→ Collected data entries
++++++++

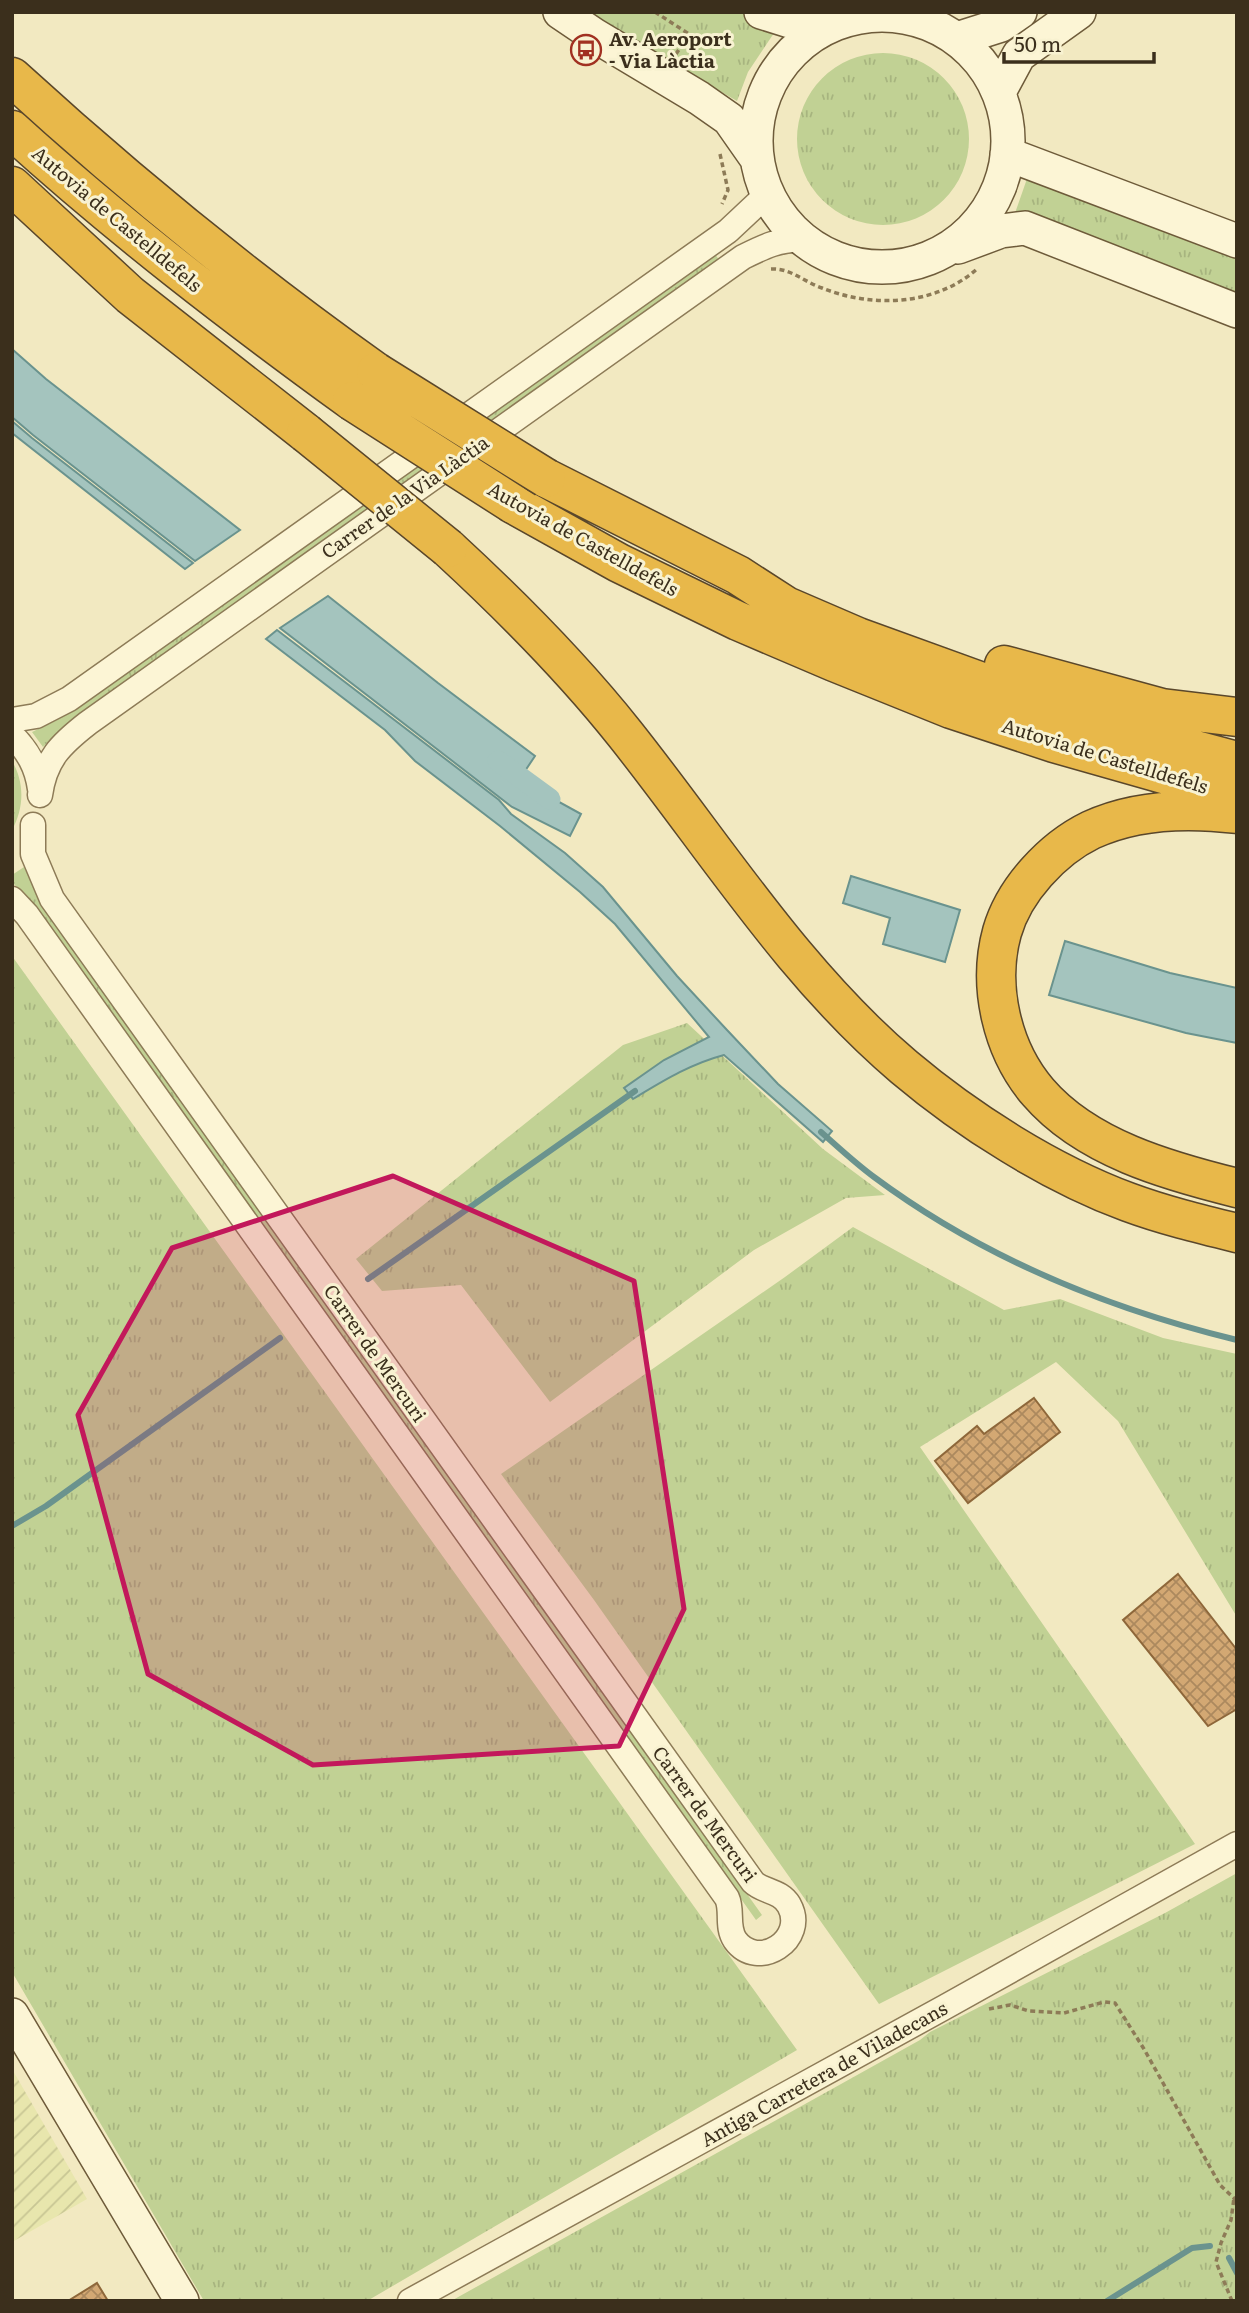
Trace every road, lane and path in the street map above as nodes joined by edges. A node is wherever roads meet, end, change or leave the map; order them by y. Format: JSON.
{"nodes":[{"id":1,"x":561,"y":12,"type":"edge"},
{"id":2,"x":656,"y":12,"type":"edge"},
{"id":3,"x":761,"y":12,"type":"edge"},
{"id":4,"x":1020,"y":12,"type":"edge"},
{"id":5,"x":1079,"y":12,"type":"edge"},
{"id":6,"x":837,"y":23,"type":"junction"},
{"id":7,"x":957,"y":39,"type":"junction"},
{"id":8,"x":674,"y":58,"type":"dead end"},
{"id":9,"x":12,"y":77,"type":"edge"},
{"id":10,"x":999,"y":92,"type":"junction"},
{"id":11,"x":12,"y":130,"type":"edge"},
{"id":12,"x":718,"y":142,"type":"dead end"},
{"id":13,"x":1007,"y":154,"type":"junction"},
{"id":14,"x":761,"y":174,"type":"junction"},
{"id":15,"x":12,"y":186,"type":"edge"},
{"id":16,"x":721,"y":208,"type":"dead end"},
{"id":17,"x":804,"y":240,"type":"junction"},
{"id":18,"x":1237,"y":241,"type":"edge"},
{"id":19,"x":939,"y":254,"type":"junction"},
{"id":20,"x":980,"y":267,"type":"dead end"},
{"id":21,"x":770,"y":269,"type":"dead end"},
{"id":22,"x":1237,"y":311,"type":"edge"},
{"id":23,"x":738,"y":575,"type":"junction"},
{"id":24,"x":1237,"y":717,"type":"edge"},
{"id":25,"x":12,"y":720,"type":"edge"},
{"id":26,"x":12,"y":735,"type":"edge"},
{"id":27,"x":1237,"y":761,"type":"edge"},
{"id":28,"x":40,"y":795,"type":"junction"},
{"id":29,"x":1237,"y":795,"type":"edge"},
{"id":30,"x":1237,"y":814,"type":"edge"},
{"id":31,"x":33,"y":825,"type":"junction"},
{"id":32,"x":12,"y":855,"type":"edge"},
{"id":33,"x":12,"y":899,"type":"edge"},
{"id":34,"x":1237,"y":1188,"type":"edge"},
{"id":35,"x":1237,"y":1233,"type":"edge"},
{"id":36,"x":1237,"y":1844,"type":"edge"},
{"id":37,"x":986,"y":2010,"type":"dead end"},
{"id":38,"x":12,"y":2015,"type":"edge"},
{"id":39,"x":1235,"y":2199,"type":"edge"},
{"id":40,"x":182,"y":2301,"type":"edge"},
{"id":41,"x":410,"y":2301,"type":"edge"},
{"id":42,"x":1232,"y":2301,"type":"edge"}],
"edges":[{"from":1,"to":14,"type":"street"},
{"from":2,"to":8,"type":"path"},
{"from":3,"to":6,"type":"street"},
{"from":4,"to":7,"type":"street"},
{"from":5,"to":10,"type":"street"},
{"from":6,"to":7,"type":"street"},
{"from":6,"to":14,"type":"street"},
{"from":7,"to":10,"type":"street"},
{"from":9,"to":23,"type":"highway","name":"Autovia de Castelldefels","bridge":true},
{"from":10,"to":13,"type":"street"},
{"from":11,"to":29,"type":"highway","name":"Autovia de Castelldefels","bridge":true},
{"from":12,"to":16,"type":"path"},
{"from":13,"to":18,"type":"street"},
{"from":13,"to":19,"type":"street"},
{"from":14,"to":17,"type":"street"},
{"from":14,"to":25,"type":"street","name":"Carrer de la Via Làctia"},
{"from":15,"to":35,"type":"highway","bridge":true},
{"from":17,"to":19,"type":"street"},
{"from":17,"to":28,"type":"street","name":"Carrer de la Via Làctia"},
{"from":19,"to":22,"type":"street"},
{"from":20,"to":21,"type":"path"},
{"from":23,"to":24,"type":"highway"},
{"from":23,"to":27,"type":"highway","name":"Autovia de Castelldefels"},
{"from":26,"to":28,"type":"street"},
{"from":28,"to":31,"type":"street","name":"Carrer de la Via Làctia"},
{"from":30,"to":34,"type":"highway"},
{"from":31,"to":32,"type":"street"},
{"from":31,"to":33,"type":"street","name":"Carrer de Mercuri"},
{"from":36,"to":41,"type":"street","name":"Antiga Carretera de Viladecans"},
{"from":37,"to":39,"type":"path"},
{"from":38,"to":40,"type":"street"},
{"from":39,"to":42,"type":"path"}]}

++++++++

Copy each line above precisely, dropping the pictures.

→ ANSWER BOX
Trace every road, lane and path in the street map above as nodes joined by edges. A node is wherever roads meet, end, change or leave the map; order them by y. Format: JSON.
{"nodes":[{"id":1,"x":561,"y":12,"type":"edge"},
{"id":2,"x":656,"y":12,"type":"edge"},
{"id":3,"x":761,"y":12,"type":"edge"},
{"id":4,"x":1020,"y":12,"type":"edge"},
{"id":5,"x":1079,"y":12,"type":"edge"},
{"id":6,"x":837,"y":23,"type":"junction"},
{"id":7,"x":957,"y":39,"type":"junction"},
{"id":8,"x":674,"y":58,"type":"dead end"},
{"id":9,"x":12,"y":77,"type":"edge"},
{"id":10,"x":999,"y":92,"type":"junction"},
{"id":11,"x":12,"y":130,"type":"edge"},
{"id":12,"x":718,"y":142,"type":"dead end"},
{"id":13,"x":1007,"y":154,"type":"junction"},
{"id":14,"x":761,"y":174,"type":"junction"},
{"id":15,"x":12,"y":186,"type":"edge"},
{"id":16,"x":721,"y":208,"type":"dead end"},
{"id":17,"x":804,"y":240,"type":"junction"},
{"id":18,"x":1237,"y":241,"type":"edge"},
{"id":19,"x":939,"y":254,"type":"junction"},
{"id":20,"x":980,"y":267,"type":"dead end"},
{"id":21,"x":770,"y":269,"type":"dead end"},
{"id":22,"x":1237,"y":311,"type":"edge"},
{"id":23,"x":738,"y":575,"type":"junction"},
{"id":24,"x":1237,"y":717,"type":"edge"},
{"id":25,"x":12,"y":720,"type":"edge"},
{"id":26,"x":12,"y":735,"type":"edge"},
{"id":27,"x":1237,"y":761,"type":"edge"},
{"id":28,"x":40,"y":795,"type":"junction"},
{"id":29,"x":1237,"y":795,"type":"edge"},
{"id":30,"x":1237,"y":814,"type":"edge"},
{"id":31,"x":33,"y":825,"type":"junction"},
{"id":32,"x":12,"y":855,"type":"edge"},
{"id":33,"x":12,"y":899,"type":"edge"},
{"id":34,"x":1237,"y":1188,"type":"edge"},
{"id":35,"x":1237,"y":1233,"type":"edge"},
{"id":36,"x":1237,"y":1844,"type":"edge"},
{"id":37,"x":986,"y":2010,"type":"dead end"},
{"id":38,"x":12,"y":2015,"type":"edge"},
{"id":39,"x":1235,"y":2199,"type":"edge"},
{"id":40,"x":182,"y":2301,"type":"edge"},
{"id":41,"x":410,"y":2301,"type":"edge"},
{"id":42,"x":1232,"y":2301,"type":"edge"}],
"edges":[{"from":1,"to":14,"type":"street"},
{"from":2,"to":8,"type":"path"},
{"from":3,"to":6,"type":"street"},
{"from":4,"to":7,"type":"street"},
{"from":5,"to":10,"type":"street"},
{"from":6,"to":7,"type":"street"},
{"from":6,"to":14,"type":"street"},
{"from":7,"to":10,"type":"street"},
{"from":9,"to":23,"type":"highway","name":"Autovia de Castelldefels","bridge":true},
{"from":10,"to":13,"type":"street"},
{"from":11,"to":29,"type":"highway","name":"Autovia de Castelldefels","bridge":true},
{"from":12,"to":16,"type":"path"},
{"from":13,"to":18,"type":"street"},
{"from":13,"to":19,"type":"street"},
{"from":14,"to":17,"type":"street"},
{"from":14,"to":25,"type":"street","name":"Carrer de la Via Làctia"},
{"from":15,"to":35,"type":"highway","bridge":true},
{"from":17,"to":19,"type":"street"},
{"from":17,"to":28,"type":"street","name":"Carrer de la Via Làctia"},
{"from":19,"to":22,"type":"street"},
{"from":20,"to":21,"type":"path"},
{"from":23,"to":24,"type":"highway"},
{"from":23,"to":27,"type":"highway","name":"Autovia de Castelldefels"},
{"from":26,"to":28,"type":"street"},
{"from":28,"to":31,"type":"street","name":"Carrer de la Via Làctia"},
{"from":30,"to":34,"type":"highway"},
{"from":31,"to":32,"type":"street"},
{"from":31,"to":33,"type":"street","name":"Carrer de Mercuri"},
{"from":36,"to":41,"type":"street","name":"Antiga Carretera de Viladecans"},
{"from":37,"to":39,"type":"path"},
{"from":38,"to":40,"type":"street"},
{"from":39,"to":42,"type":"path"}]}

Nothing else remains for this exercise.